The Double Life of Veronique (1991)

The Double Life of Veronique (1991) *source – rogerebert.com

*****Spoiler alert*****

‘La double vie de Veronique’ is a yet another gem by Kieslowski. It is recommended that you watch this before you attempt the Troi Couleurs trilogy. However, I happened to fall in the spell of the trilogy first. The Double Life…is the story of two girls Weronika and Veronique, both played by Irene Jacob. One of them lives in Poland and the other in France. Both of them have some major similarities; they are singers, budding artists, and full of life. But, they both have a heart condition. No matter how similar they might look, they have different lives.

Kieslowski, yet again, keeps his calm with the portrayal of the characters and the emotional depth is tangible. We are shown Weronika’s story first. She lives with her father and loves visiting her Aunt from time to time. She is jovial by nature, optimistic, but confused. She has a strange theory that she is never alone, even when she is.

One day, she sees herself boarding a bus on the streets of Poland, clicking pictures with some friends. She is surprised, but does not approach her. What will you do if you see yourself? This is the first time in the film, the double lives are revealed to us.

Just when things are going good for Weronika, her heart condition aggravates and she collapses during her first performance on stage. She dies.

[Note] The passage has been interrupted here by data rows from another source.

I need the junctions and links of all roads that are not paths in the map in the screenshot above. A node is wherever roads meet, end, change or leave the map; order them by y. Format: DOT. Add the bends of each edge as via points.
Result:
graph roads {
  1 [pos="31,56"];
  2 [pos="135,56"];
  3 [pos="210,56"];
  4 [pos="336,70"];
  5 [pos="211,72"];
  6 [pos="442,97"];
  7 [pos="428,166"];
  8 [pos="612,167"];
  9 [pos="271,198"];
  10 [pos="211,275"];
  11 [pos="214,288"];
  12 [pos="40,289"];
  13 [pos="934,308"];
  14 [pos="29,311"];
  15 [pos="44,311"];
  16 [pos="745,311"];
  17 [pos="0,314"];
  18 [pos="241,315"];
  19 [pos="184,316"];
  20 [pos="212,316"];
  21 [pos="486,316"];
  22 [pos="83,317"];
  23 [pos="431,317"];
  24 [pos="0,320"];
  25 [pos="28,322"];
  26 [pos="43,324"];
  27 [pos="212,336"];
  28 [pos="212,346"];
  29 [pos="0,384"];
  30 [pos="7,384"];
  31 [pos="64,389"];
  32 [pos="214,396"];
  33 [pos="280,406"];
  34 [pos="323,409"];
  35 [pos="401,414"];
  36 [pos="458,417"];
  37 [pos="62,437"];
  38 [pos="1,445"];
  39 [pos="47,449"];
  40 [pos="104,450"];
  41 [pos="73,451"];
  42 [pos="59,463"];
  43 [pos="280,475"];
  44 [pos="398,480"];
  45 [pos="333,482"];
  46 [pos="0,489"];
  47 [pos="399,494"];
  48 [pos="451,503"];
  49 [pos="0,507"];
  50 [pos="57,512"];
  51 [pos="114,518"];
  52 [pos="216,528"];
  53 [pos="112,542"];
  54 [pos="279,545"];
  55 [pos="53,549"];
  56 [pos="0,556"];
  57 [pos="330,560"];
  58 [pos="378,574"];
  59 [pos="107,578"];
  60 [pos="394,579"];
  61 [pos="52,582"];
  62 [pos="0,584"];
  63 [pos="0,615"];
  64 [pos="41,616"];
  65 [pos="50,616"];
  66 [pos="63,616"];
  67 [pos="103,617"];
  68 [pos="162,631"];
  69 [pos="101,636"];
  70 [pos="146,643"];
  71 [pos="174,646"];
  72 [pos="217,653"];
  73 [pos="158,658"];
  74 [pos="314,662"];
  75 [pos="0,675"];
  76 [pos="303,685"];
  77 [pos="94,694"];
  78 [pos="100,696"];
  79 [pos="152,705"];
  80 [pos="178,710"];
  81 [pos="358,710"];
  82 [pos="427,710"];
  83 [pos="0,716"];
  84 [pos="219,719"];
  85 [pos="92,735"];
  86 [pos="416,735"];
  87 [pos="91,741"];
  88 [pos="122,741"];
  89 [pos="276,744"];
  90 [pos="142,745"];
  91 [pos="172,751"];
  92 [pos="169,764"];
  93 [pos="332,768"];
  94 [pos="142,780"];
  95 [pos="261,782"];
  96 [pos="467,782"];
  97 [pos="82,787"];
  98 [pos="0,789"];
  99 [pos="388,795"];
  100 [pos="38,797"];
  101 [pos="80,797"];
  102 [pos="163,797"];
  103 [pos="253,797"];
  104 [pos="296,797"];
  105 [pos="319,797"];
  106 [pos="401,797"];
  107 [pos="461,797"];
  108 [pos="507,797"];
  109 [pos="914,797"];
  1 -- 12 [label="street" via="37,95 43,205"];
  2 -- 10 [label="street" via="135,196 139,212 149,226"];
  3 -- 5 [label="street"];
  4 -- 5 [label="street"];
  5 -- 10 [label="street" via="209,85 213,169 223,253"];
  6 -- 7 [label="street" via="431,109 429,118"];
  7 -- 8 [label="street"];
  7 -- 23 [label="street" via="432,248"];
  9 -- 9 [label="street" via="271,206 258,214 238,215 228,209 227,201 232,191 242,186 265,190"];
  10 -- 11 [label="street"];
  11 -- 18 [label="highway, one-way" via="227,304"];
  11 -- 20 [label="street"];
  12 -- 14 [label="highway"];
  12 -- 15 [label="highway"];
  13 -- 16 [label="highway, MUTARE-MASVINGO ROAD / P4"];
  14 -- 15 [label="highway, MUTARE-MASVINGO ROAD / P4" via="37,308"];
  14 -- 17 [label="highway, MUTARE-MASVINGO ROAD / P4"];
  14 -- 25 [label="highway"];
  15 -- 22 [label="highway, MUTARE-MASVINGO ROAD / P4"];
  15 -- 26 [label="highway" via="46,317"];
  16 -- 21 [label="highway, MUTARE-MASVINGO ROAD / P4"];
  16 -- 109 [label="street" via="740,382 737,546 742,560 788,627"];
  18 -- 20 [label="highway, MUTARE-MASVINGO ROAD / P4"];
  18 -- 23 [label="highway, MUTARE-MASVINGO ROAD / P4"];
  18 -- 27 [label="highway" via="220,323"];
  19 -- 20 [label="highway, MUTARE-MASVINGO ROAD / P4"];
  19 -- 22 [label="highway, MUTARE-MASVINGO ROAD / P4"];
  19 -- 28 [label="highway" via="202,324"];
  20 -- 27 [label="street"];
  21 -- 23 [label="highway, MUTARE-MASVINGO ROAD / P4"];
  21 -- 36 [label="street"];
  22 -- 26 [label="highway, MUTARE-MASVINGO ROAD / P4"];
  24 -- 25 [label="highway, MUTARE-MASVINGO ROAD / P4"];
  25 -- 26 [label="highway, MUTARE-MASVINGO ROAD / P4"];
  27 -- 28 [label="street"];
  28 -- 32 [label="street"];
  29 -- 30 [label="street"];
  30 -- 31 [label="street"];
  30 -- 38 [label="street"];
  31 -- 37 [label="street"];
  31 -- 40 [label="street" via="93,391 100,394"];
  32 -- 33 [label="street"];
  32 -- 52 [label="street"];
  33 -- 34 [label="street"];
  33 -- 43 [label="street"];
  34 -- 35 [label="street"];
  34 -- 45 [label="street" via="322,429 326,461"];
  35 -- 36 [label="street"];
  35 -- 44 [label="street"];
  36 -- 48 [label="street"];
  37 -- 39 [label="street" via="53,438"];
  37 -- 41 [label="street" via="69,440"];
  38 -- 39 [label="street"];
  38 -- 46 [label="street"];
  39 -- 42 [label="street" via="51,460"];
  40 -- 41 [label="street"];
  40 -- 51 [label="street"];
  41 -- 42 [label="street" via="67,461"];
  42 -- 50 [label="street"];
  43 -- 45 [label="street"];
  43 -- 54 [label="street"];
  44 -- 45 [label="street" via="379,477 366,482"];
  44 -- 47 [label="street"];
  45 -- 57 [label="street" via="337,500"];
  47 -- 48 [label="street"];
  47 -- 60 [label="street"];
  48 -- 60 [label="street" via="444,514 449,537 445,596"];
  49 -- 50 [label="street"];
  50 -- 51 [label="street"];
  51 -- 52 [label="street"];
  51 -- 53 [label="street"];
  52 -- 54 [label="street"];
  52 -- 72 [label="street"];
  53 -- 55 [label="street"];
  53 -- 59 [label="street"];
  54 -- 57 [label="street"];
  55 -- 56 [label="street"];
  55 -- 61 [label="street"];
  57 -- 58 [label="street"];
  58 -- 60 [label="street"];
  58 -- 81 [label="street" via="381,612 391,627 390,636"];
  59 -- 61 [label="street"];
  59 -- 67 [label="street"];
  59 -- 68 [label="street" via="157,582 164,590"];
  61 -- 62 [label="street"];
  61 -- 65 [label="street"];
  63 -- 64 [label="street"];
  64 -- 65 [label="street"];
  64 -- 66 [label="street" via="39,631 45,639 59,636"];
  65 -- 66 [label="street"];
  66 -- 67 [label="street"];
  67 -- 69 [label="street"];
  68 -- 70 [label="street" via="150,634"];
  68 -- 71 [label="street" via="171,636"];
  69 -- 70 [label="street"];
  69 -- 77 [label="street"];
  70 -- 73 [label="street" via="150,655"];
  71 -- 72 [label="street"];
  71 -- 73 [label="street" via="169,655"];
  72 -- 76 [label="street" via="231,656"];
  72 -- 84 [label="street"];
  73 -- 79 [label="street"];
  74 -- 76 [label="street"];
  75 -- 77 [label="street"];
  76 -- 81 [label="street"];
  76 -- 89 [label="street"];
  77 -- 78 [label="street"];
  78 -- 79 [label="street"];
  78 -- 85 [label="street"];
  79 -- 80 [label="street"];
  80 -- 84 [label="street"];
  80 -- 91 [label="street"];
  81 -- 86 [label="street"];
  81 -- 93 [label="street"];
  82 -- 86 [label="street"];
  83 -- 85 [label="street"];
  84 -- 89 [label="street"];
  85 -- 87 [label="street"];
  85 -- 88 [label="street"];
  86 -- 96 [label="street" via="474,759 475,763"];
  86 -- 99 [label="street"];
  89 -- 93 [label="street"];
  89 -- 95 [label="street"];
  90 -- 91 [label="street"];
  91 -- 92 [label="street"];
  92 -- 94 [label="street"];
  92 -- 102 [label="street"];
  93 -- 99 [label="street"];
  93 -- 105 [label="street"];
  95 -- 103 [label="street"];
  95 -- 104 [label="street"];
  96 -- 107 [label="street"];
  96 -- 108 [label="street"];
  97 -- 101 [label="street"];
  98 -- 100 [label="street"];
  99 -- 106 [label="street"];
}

Trying to avoid any confusion between the two different characters, we are now taken to the life of Veronique. Unaware if Weronika ever existed, she feels the same bond, which once existed between them, broken. Weronika’s death leaves her feeling lonely. An impalpable bond between two human beings living in two different countries is beautifully expressed by a short, yet important part of the film as Weronika’s story.

Veronique decides not to be a singer and starts teaching. In the meantime, she meets a mysterious man, who sends her clues through mail in order to meet her. As she tries to put together one of the pieces of his puzzles, which happens to be a tape recording, Veronique traces the exact place where the recording was done. In the hope of some revelations, she is excited about her meeting with this mysterious man. When it turns out be just a meeting with her admirer, probably in love with her. Though the feelings are mutual, her disappointment is evident. She fails to find out the answers to thousands of questions about her life, just like the film does.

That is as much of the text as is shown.